== What you should do ==
Look through the material below. Return exactly the lines from the one with "Input: one rendered map. Give" through the one with "Task: Summarize the", both included.

== Records for the exercise ==
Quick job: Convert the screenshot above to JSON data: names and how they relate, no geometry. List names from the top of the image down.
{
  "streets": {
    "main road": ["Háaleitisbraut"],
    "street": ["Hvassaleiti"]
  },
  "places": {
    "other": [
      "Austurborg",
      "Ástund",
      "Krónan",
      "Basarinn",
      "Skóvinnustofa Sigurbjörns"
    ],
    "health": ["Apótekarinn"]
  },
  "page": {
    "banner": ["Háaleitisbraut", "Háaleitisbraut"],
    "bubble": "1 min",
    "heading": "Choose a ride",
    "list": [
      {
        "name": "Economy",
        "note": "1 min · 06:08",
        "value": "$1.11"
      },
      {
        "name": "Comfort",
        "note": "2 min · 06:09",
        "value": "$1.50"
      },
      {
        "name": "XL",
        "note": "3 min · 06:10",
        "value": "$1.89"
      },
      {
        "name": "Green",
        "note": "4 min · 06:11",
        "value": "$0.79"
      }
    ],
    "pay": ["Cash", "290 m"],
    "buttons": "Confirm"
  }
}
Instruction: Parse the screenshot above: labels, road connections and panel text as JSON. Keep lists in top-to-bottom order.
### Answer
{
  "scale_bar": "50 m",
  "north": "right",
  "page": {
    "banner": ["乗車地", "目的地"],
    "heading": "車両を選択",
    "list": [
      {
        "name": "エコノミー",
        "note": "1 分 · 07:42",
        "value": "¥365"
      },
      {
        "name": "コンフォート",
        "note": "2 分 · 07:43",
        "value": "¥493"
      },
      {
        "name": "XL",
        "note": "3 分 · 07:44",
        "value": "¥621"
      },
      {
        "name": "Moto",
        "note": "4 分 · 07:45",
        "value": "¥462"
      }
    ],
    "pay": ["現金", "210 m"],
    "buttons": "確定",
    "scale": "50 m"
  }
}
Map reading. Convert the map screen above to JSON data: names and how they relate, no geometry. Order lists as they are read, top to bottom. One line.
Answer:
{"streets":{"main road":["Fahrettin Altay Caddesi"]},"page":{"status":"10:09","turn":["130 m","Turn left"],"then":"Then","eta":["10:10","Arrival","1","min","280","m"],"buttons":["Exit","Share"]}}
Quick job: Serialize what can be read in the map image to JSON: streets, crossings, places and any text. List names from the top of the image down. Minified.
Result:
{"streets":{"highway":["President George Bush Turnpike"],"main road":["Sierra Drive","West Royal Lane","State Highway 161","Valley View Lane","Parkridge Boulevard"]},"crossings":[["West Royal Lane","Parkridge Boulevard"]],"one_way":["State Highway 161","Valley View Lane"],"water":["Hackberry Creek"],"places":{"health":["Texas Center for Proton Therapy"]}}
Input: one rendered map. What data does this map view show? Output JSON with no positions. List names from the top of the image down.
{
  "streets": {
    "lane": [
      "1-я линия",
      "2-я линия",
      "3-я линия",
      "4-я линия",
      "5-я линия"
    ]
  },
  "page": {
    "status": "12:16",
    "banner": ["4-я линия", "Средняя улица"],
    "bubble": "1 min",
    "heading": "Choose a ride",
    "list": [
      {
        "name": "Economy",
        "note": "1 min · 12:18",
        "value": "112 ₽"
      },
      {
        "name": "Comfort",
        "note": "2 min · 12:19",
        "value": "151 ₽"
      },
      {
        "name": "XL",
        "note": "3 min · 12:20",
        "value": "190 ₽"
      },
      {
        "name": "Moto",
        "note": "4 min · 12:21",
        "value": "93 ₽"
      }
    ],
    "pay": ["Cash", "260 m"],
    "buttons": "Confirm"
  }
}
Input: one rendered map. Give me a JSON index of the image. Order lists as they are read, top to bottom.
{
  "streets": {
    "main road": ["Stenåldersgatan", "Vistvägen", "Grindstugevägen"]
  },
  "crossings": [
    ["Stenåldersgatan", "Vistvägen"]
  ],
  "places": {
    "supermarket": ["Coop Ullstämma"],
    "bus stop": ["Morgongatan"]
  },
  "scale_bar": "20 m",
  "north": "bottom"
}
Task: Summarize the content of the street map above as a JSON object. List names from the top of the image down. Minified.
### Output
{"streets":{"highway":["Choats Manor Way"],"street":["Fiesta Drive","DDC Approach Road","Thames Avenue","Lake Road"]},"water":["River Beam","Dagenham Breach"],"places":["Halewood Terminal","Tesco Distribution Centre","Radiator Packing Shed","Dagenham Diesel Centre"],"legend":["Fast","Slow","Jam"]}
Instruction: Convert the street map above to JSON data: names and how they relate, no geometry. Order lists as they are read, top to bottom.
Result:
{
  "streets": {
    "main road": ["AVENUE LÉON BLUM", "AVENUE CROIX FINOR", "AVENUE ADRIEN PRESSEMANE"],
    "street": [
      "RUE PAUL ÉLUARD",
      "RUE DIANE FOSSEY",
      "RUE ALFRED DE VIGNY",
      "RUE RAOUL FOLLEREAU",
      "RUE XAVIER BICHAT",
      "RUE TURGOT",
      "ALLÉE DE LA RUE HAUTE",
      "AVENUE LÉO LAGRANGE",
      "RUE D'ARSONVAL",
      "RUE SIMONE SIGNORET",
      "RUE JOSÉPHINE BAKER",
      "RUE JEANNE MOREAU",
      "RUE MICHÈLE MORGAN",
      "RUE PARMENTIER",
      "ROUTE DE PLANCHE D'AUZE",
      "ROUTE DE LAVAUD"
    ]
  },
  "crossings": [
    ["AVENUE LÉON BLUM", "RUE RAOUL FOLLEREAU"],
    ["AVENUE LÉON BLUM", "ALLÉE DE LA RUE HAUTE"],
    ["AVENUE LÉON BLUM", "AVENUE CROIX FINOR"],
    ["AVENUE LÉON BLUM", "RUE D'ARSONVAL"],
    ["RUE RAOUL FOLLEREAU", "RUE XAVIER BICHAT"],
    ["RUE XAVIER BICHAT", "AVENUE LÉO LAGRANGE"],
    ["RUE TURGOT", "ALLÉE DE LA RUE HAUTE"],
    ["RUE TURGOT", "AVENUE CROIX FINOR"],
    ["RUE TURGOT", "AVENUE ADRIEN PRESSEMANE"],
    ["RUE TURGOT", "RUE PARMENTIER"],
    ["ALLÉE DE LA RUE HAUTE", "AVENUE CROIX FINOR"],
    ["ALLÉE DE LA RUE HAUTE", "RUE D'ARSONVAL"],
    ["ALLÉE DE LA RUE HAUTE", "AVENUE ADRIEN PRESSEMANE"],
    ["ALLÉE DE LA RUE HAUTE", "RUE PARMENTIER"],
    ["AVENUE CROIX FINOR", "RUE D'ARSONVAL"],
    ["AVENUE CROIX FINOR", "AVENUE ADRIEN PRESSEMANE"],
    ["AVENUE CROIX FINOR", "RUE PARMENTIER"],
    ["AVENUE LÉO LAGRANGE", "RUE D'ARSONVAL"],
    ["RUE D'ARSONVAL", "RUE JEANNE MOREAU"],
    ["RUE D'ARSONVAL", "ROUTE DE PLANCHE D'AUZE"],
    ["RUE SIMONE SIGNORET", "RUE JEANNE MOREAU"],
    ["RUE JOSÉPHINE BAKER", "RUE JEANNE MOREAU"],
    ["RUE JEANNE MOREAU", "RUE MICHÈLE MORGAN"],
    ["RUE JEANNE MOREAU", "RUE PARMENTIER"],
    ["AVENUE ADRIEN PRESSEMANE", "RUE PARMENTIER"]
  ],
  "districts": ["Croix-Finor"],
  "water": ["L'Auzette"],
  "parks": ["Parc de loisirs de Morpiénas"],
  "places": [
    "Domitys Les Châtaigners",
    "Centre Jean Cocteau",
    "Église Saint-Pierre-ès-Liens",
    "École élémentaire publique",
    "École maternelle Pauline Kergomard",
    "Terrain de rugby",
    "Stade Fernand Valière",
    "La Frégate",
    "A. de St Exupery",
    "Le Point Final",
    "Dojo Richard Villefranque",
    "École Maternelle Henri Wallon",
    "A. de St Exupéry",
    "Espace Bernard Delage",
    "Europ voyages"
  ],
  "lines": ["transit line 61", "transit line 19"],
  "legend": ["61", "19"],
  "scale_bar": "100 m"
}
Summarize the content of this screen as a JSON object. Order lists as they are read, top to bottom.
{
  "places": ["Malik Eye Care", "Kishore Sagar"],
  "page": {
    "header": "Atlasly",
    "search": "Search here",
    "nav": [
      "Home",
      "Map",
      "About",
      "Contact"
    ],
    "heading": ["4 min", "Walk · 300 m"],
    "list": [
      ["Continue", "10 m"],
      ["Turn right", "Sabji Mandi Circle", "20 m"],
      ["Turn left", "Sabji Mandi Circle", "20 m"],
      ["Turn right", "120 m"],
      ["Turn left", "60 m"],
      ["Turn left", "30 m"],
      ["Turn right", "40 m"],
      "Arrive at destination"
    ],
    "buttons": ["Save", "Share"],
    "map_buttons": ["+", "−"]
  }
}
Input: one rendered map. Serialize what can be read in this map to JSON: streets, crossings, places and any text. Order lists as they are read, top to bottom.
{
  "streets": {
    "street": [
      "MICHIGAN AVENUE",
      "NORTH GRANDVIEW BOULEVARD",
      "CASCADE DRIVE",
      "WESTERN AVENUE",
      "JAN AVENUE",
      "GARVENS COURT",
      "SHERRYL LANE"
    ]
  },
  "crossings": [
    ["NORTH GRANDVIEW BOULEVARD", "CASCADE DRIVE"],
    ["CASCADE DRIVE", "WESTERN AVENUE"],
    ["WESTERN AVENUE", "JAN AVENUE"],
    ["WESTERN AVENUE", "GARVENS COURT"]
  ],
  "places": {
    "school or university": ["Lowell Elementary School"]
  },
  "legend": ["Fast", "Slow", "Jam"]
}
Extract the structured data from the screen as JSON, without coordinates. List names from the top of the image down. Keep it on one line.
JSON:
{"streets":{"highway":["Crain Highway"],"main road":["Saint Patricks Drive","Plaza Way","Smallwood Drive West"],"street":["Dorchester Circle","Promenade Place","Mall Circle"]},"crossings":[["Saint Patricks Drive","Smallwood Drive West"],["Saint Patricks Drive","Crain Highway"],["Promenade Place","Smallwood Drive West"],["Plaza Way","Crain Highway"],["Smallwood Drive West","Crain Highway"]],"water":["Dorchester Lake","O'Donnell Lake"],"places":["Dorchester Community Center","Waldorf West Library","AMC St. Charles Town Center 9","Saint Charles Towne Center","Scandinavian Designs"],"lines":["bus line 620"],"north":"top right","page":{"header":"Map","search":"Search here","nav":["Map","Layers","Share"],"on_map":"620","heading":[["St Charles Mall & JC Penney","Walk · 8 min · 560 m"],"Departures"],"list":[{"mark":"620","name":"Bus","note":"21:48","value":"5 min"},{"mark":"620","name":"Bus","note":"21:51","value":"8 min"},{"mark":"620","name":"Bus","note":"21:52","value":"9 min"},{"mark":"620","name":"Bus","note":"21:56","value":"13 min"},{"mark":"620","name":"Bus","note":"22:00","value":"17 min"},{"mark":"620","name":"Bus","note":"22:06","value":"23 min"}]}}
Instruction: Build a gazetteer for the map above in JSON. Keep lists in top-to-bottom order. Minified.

== Answer to the problem ==
Input: one rendered map. Give me a JSON index of the image. Order lists as they are read, top to bottom.
{
  "streets": {
    "main road": ["Stenåldersgatan", "Vistvägen", "Grindstugevägen"]
  },
  "crossings": [
    ["Stenåldersgatan", "Vistvägen"]
  ],
  "places": {
    "supermarket": ["Coop Ullstämma"],
    "bus stop": ["Morgongatan"]
  },
  "scale_bar": "20 m",
  "north": "bottom"
}
Task: Summarize the content of the street map above as a JSON object. List names from the top of the image down. Minified.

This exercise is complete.